- How to complete this task -
Within the records below, find each line that holds the string "street", then copy it.

---------- Extracted material

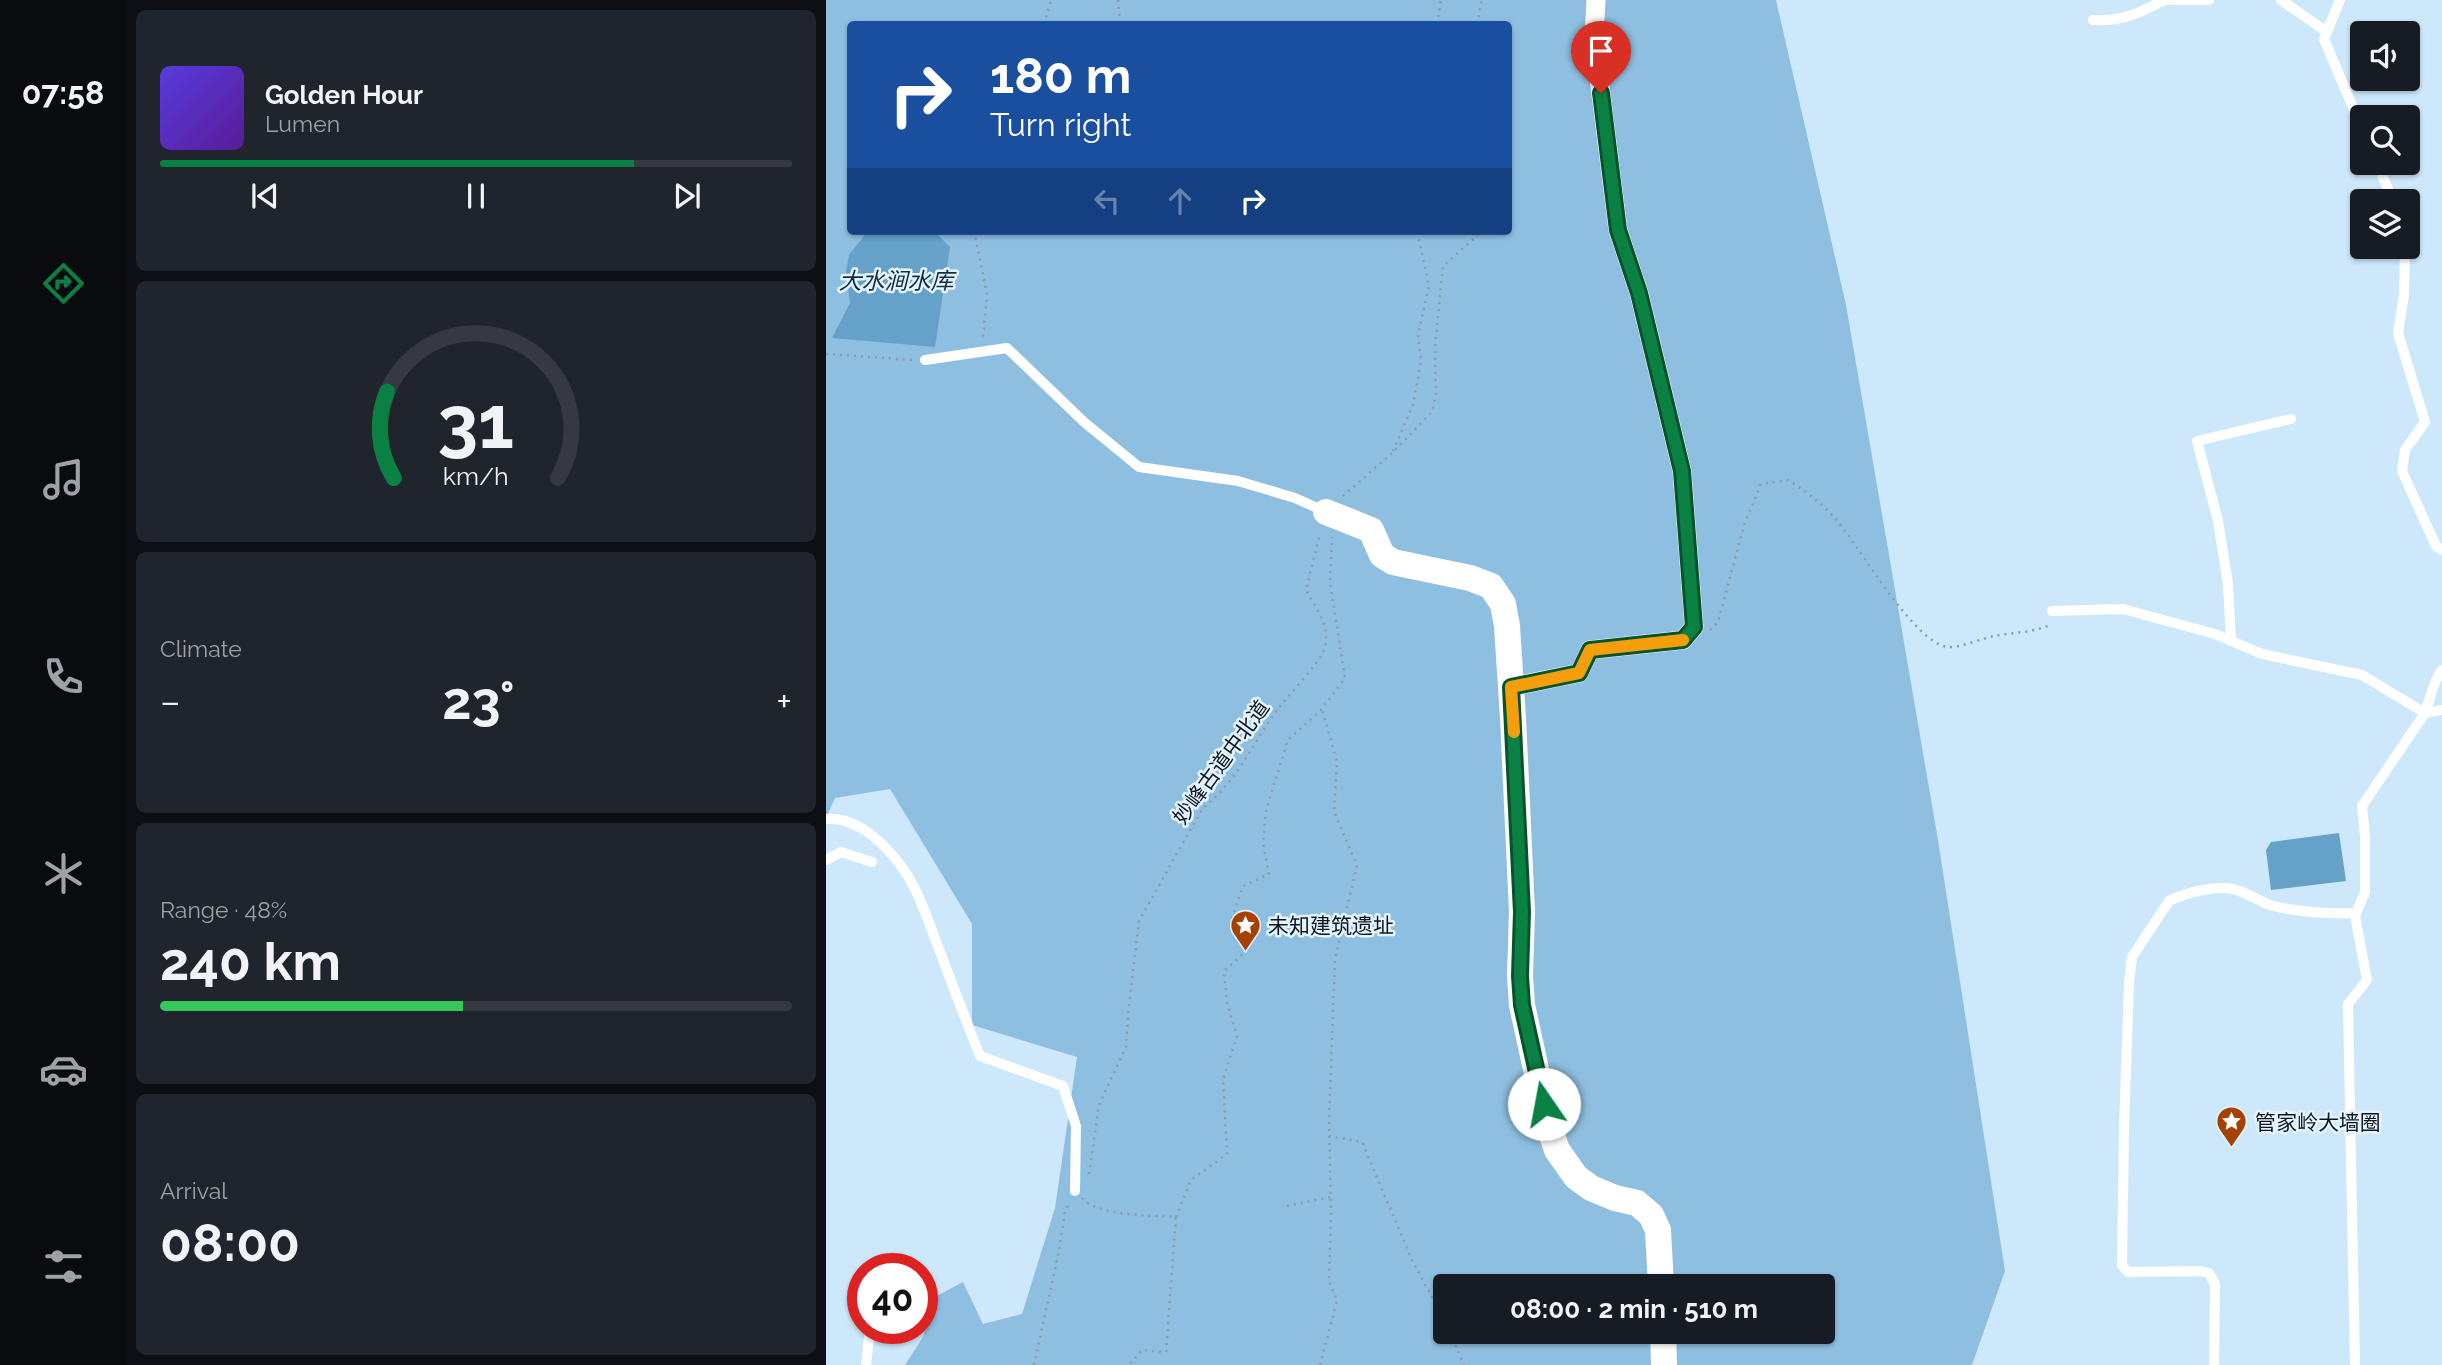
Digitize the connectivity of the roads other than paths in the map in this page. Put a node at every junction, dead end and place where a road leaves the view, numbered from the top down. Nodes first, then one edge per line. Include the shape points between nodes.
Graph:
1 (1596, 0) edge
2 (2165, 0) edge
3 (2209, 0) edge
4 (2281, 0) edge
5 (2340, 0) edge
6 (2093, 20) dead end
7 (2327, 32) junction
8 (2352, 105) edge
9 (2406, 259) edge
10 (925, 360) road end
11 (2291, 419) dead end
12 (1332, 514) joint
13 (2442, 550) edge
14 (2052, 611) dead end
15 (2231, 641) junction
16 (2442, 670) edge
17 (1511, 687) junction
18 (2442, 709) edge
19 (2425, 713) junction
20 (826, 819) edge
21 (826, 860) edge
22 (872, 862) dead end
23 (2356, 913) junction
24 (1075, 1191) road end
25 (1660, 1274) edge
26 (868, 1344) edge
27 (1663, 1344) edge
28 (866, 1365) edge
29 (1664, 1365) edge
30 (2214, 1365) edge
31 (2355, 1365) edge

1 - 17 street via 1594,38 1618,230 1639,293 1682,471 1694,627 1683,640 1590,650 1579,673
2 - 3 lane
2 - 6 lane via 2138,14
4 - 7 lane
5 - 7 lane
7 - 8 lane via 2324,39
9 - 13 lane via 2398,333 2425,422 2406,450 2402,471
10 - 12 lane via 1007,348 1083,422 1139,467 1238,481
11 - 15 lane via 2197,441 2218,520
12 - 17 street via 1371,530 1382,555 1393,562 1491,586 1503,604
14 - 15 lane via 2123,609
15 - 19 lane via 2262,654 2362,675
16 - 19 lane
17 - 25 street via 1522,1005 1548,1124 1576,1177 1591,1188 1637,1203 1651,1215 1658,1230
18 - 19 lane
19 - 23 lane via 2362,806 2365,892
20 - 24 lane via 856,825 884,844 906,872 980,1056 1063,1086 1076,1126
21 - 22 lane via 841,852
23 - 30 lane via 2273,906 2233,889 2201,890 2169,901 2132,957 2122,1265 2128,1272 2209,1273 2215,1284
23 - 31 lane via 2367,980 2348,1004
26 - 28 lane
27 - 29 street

--------------------

- Your solution -
1 - 17 street via 1594,38 1618,230 1639,293 1682,471 1694,627 1683,640 1590,650 1579,673
12 - 17 street via 1371,530 1382,555 1393,562 1491,586 1503,604
17 - 25 street via 1522,1005 1548,1124 1576,1177 1591,1188 1637,1203 1651,1215 1658,1230
27 - 29 street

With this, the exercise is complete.